The new system had many significant consequences. Most important, it permitted the church to survive as an institution; indeed, the prestige of the church was actually increased because, for Christians, the church was now the only source of education and it alone offered possibilities of social promotion. Moreover, through the legal restrictions placed on mission, the new arrangement created the practical identification of church membership with ethnic origin. And finally, since the entire Christian millet was ruled by the patriarch of Constantinople and his Greek staff, it guaranteed to the Phanariots, the Greek aristocracy of the Phanar (now called Fener, the area of Istanbul where the patriarchate was, and still is, located), a monopoly in episcopal elections. Thus, Greek bishops progressively came to occupy all the hierarchical positions. The ancient patriarchates of the Middle East were practically governed by the Phanar. The Serbian and Bulgarian churches came to the same fate: the last remnants of their autonomy were formally suppressed in 1766 and 1767, respectively, by the Phanariot patriarch Samuel Hantcherli. This Greek control, exercised through the support of the hated Turks, was resented more and more by the Balkan Slavs and Romanians as the Turkish regime became more despotic, taxes grew heavier, and modern nationalisms began to develop.
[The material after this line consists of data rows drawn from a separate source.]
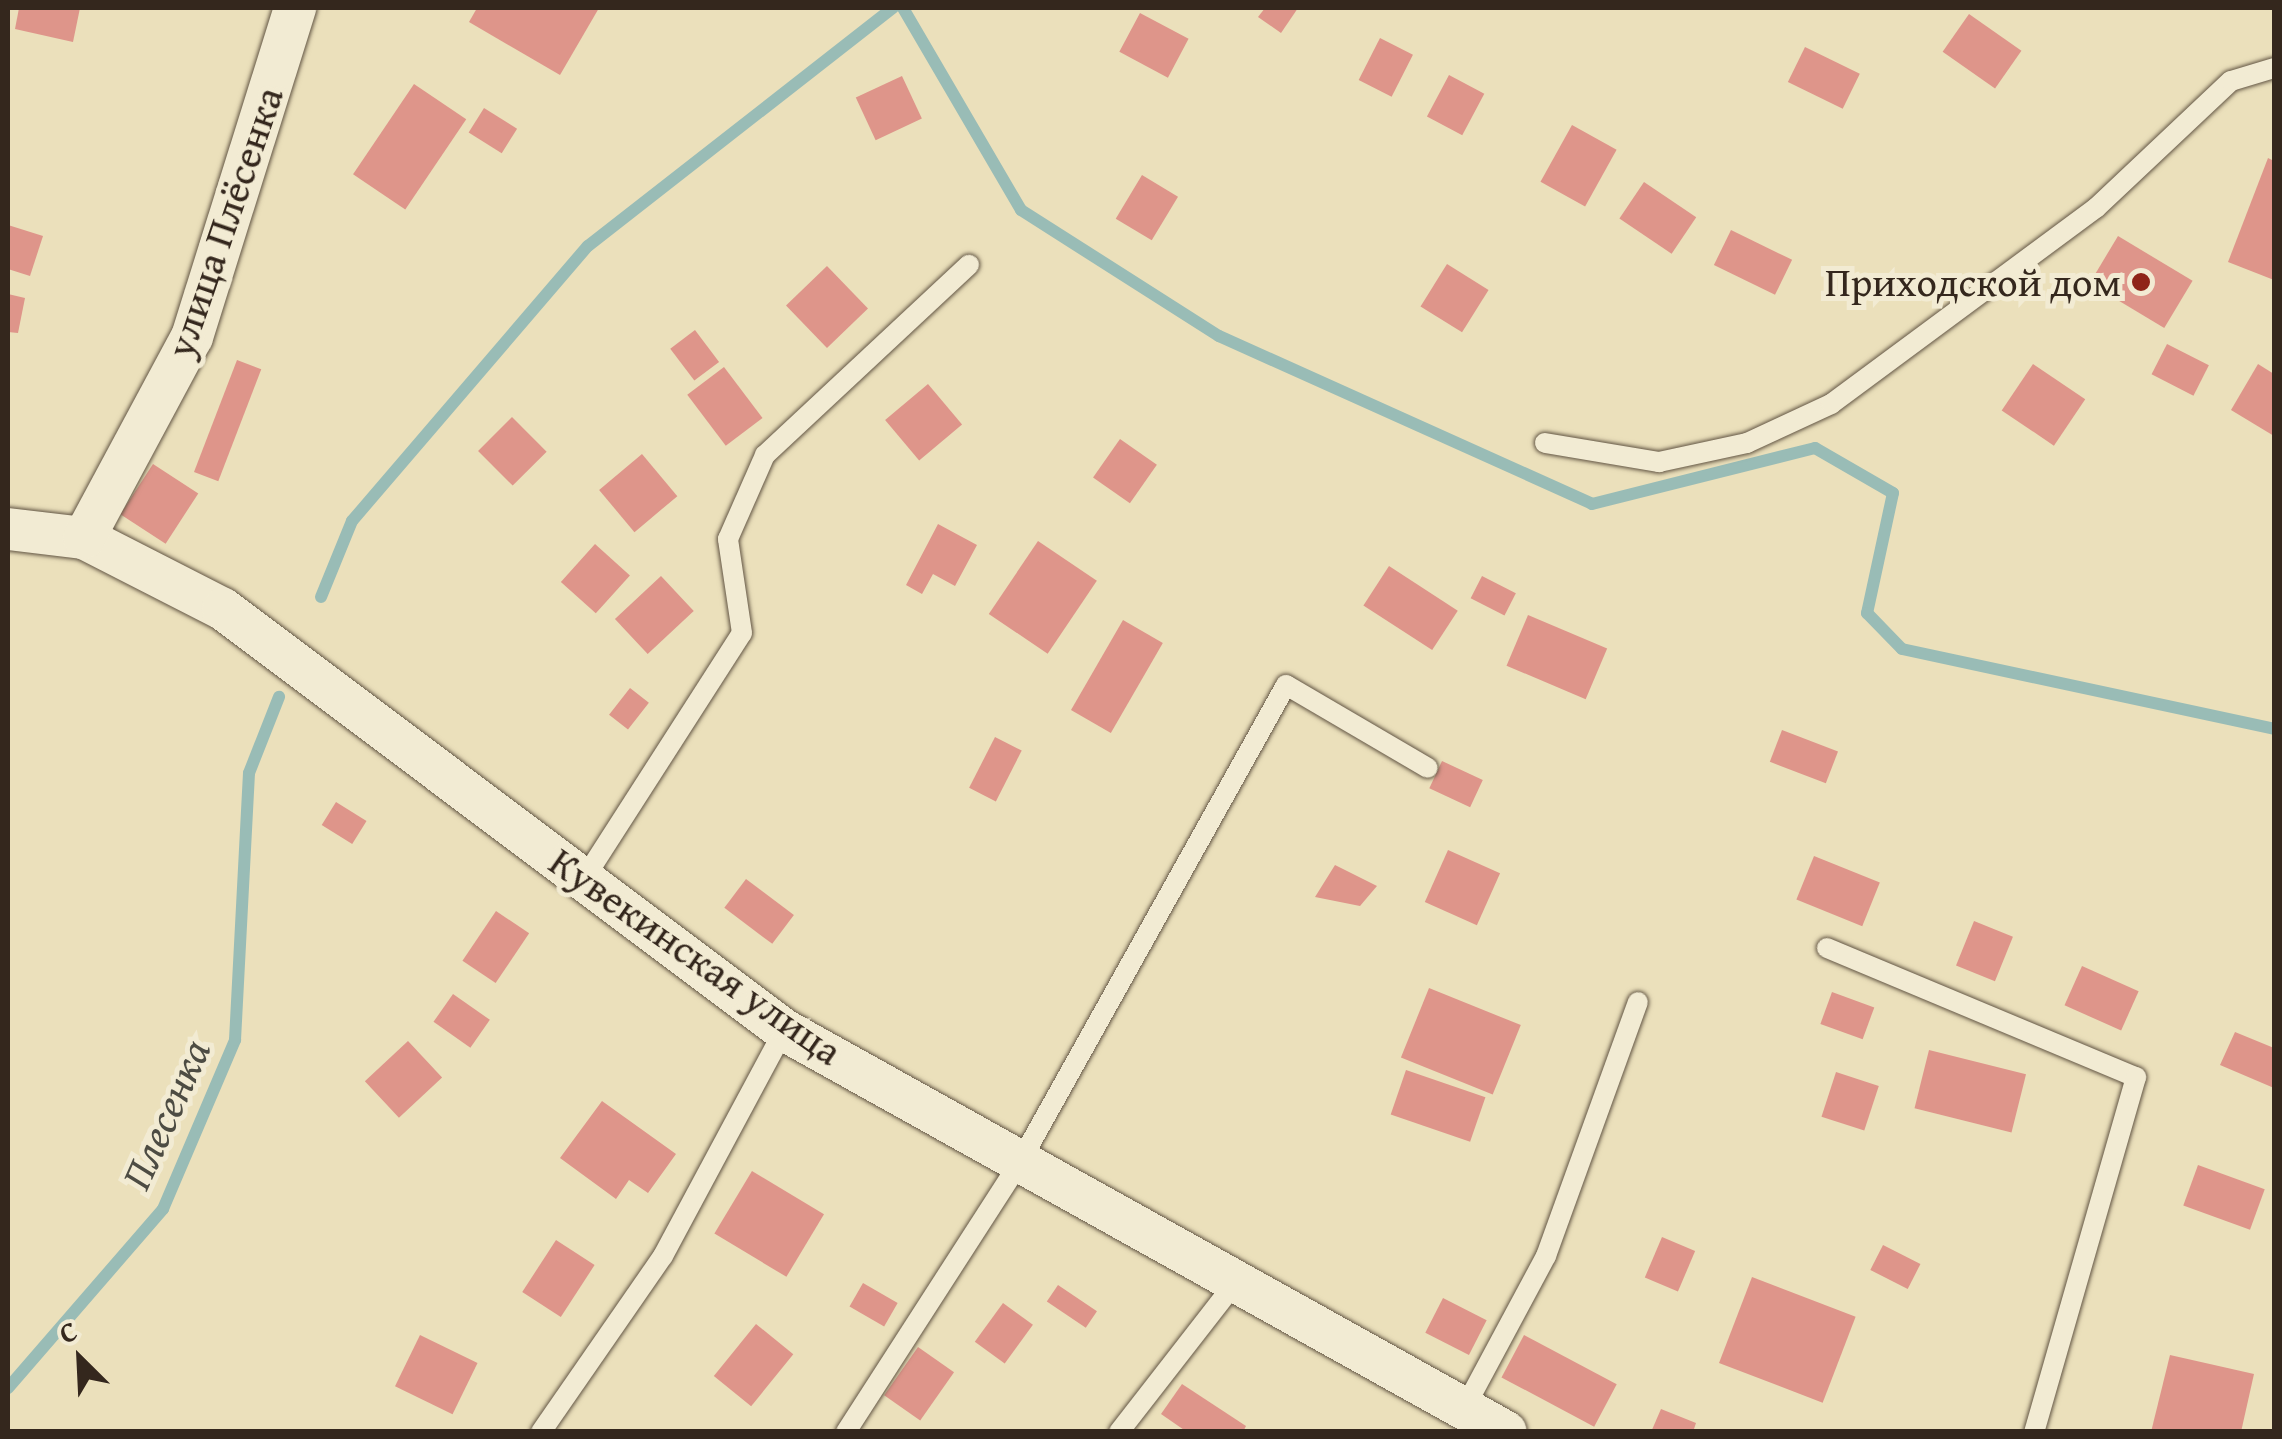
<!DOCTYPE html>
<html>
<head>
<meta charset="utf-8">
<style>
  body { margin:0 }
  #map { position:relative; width:2282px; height:1439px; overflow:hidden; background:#ebe0bb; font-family:"Gentium Book Plus",serif }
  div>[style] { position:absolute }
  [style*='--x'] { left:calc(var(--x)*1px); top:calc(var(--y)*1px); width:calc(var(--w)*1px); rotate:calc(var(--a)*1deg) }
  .stream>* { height:12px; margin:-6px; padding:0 6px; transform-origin:6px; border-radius:6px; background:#99bcb6 }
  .building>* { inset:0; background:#de958a; transform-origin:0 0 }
  .roads { filter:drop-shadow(0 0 2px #625544) drop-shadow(0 0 2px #625544) }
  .lane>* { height:20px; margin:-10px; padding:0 10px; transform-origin:10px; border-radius:10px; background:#f2ebd3 }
  .street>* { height:42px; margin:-21px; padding:0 21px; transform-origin:21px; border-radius:21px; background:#f2ebd3 }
  .dots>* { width:28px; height:28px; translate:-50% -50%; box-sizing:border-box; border:5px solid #f2ebd3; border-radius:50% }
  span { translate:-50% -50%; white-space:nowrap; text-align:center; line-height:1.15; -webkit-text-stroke:10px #f2ebd3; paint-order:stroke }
  .street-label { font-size:40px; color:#34271d }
  .poi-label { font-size:40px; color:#34271d }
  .right { translate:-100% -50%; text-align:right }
  .water-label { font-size:42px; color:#4d4c43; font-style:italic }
  .frame { position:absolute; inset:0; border:10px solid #34271d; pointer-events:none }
  .north { position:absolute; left:30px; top:1309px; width:100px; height:100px; -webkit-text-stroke:8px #f2ebd3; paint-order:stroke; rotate:336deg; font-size:28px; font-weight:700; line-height:40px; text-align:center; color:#34271d }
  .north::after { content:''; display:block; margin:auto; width:35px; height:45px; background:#34271d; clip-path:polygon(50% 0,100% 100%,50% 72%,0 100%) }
</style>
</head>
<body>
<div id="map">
  <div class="stream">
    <i style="--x:903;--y:8;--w:234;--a:59.7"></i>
    <i style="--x:1021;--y:210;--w:235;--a:32.5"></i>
    <i style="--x:1219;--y:336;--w:409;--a:24.2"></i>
    <i style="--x:1592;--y:504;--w:230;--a:-14.1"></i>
    <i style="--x:1815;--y:448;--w:90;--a:30"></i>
    <i style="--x:1893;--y:493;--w:123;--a:102.2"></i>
    <i style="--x:1867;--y:613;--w:50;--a:45.8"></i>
    <i style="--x:1902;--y:649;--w:381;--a:12.1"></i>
    <i style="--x:321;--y:597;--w:82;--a:-67.8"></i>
    <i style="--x:352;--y:521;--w:362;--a:-49.4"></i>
    <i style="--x:588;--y:246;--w:387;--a:-38"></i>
    <i style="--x:8;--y:1388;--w:237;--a:-49.1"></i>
    <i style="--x:163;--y:1209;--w:184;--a:-66.9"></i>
    <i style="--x:235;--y:1040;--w:267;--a:-87"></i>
    <i style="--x:249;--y:773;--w:82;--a:-68.5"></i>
  </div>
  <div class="building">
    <i style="clip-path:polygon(19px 8px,80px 8px,73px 42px,15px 29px)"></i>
    <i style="clip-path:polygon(477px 8px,599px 8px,560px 75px,469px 22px)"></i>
    <i style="clip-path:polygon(1265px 8px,1298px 8px,1281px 33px,1258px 17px)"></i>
    <i style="left:1140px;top:13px;width:55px;height:44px;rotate:28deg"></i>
    <i style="left:1969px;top:14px;width:64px;height:46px;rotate:35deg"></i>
    <i style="left:1380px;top:38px;width:37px;height:47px;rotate:27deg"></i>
    <i style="left:1805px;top:47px;width:61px;height:39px;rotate:26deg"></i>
    <i style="left:1449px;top:75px;width:40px;height:47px;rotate:28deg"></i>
    <i style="left:902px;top:76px;width:47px;height:51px;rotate:65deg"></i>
    <i style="left:414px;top:84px;width:63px;height:109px;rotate:34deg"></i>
    <i style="left:484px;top:108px;width:39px;height:29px;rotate:32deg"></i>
    <i style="left:1572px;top:125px;width:51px;height:65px;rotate:29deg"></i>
    <i style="clip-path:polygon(2268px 158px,2274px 161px,2274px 280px,2228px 262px)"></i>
    <i style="left:1142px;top:175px;width:42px;height:51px;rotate:31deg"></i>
    <i style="left:1644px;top:182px;width:63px;height:44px;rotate:34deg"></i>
    <i style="clip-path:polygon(8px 225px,43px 236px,30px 276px,8px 269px)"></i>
    <i style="left:1731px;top:230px;width:68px;height:39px;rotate:26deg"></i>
    <i style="left:2118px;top:236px;width:87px;height:55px;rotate:31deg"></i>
    <i style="left:1447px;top:264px;width:49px;height:50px;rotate:32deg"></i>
    <i style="left:827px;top:266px;width:59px;height:57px;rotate:46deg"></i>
    <i style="clip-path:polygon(8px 294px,25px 298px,18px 333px,8px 332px)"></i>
    <i style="left:695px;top:330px;width:40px;height:31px;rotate:53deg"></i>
    <i style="left:2167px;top:344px;width:47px;height:34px;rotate:27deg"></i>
    <i style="left:237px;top:360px;width:26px;height:120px;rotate:21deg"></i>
    <i style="left:2033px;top:364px;width:63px;height:56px;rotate:34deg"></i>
    <i style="clip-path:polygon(2258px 364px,2274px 374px,2274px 436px,2231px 410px)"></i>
    <i style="left:724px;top:367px;width:64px;height:46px;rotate:53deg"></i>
    <i style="left:928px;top:384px;width:53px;height:56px;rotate:50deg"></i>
    <i style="left:512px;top:417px;width:49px;height:48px;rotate:45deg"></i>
    <i style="left:1120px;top:439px;width:45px;height:47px;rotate:35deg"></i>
    <i style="left:642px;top:454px;width:55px;height:56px;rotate:50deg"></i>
    <i style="left:153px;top:464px;width:54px;height:60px;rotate:33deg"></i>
    <i style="clip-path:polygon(938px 524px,977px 545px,955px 586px,933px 574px,922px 594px,906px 585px)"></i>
    <i style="left:1038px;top:541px;width:71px;height:88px;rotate:34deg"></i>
    <i style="left:595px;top:544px;width:47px;height:51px;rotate:42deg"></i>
    <i style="left:1389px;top:566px;width:82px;height:47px;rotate:33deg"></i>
    <i style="left:661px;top:576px;width:48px;height:63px;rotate:47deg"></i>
    <i style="left:1482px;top:576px;width:38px;height:25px;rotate:27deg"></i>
    <i style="left:1528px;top:615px;width:86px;height:55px;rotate:23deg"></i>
    <i style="left:1123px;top:620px;width:46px;height:104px;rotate:30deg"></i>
    <i style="left:630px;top:688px;width:24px;height:34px;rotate:38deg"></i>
    <i style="left:1782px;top:730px;width:60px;height:34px;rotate:21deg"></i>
    <i style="left:995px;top:737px;width:30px;height:57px;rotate:27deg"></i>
    <i style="left:1442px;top:761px;width:45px;height:30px;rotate:25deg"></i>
    <i style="left:336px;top:802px;width:36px;height:27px;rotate:32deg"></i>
    <i style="left:1448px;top:850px;width:57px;height:57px;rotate:24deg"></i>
    <i style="left:1814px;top:856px;width:71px;height:47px;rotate:22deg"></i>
    <i style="clip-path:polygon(1335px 865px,1377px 886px,1360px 906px,1315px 897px)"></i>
    <i style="left:746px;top:879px;width:60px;height:36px;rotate:37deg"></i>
    <i style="left:496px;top:911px;width:40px;height:60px;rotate:34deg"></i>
    <i style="left:1974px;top:921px;width:42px;height:48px;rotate:22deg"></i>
    <i style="left:2082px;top:966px;width:62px;height:43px;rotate:24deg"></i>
    <i style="left:1429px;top:988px;width:99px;height:75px;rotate:22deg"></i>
    <i style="left:1832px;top:992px;width:45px;height:34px;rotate:20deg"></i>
    <i style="left:453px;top:994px;width:45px;height:34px;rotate:35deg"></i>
    <i style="clip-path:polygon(2235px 1032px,2274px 1048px,2274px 1088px,2220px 1065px)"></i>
    <i style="left:408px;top:1041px;width:50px;height:59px;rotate:47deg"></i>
    <i style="left:1929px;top:1050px;width:100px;height:60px;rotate:14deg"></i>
    <i style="left:1406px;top:1070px;width:84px;height:47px;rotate:19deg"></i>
    <i style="left:1836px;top:1072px;width:45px;height:47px;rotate:18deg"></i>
    <i style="clip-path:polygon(602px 1101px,676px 1154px,648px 1193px,629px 1180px,616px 1199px,560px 1158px)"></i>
    <i style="left:2198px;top:1165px;width:71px;height:43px;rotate:20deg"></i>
    <i style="left:752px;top:1171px;width:84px;height:73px;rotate:31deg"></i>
    <i style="left:1662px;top:1237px;width:36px;height:44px;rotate:23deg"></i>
    <i style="left:556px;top:1240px;width:46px;height:62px;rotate:33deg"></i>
    <i style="left:1883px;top:1245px;width:42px;height:28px;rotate:27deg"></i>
    <i style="left:1752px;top:1277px;width:111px;height:92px;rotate:21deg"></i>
    <i style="left:863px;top:1283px;width:40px;height:27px;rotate:30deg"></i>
    <i style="left:1058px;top:1285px;width:47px;height:20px;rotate:34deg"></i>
    <i style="left:1443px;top:1298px;width:49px;height:39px;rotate:27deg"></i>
    <i style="left:1003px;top:1303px;width:37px;height:48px;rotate:36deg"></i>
    <i style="left:756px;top:1324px;width:48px;height:67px;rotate:39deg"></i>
    <i style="left:420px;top:1335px;width:64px;height:57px;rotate:26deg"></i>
    <i style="left:1524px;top:1335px;width:105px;height:48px;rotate:28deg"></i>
    <i style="left:918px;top:1347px;width:44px;height:59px;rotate:35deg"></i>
    <i style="clip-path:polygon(2170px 1355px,2254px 1374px,2241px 1432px,2151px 1432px)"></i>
    <i style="clip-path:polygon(1182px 1384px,1246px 1426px,1243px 1432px,1187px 1432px,1161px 1414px)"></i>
    <i style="clip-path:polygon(1661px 1409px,1696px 1423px,1693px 1432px,1651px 1432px)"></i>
  </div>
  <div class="roads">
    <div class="lane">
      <i style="--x:1545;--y:443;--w:116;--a:9.5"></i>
      <i style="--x:1659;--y:462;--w:90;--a:-12.2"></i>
      <i style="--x:1747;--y:443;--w:93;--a:-24.9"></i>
      <i style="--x:1831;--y:404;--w:330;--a:-36.5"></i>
      <i style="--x:2096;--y:208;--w:185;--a:-43.3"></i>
      <i style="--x:2231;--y:81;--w:45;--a:-16.8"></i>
      <i style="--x:584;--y:879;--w:292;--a:-57.3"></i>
      <i style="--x:742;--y:633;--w:95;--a:-98.5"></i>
      <i style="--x:728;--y:539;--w:92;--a:-66.2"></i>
      <i style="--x:765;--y:455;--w:279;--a:-43"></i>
      <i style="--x:1827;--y:948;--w:335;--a:22.7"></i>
      <i style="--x:2136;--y:1077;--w:369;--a:106"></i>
      <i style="--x:1464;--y:1409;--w:174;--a:-61.8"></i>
      <i style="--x:1546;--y:1256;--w:270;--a:-70.1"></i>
      <i style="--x:541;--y:1432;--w:214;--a:-55.3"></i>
      <i style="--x:663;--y:1256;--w:256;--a:-61.8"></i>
      <i style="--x:846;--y:1432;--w:321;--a:-57.2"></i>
      <i style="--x:1020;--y:1162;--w:546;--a:-60.85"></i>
      <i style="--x:1286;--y:685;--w:164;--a:30.3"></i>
      <i style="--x:1119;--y:1432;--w:189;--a:-52.1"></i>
    </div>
    <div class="street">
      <i style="--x:8;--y:529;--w:77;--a:6.8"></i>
      <i style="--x:84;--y:538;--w:156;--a:27.1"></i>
      <i style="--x:223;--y:609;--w:701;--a:36.89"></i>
      <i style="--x:784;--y:1030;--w:826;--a:29.11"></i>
      <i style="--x:84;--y:538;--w:228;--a:-61.8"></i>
      <i style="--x:192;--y:337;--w:345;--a:-72.6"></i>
    </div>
  </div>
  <div class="dots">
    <i style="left:2141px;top:282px;background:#8f2418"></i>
  </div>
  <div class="street-label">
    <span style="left:224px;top:222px;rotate:-71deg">улица Плёсенка</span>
    <span style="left:696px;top:956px;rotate:35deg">Кувекинская улица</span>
  </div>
  <div class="poi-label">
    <span class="right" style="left:2121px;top:282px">Приходской дом</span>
  </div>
  <div class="water-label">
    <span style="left:165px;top:1114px;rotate:-66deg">Плесенка</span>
  </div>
  <div class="frame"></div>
  <div class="north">С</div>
</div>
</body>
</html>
It is necessary, however, to credit the Phanariots with a quite genuine devotion to the cause of learning and education, which they alone were able to provide inside the oppressed Christian ghetto. The advantages they obtained from the Porte (the Turkish government) for building schools and for developing Greek letters in the Romanian principalities of Moldavia and Walachia that were entrusted to their rule came to play a substantial role in the rebirth of Greece.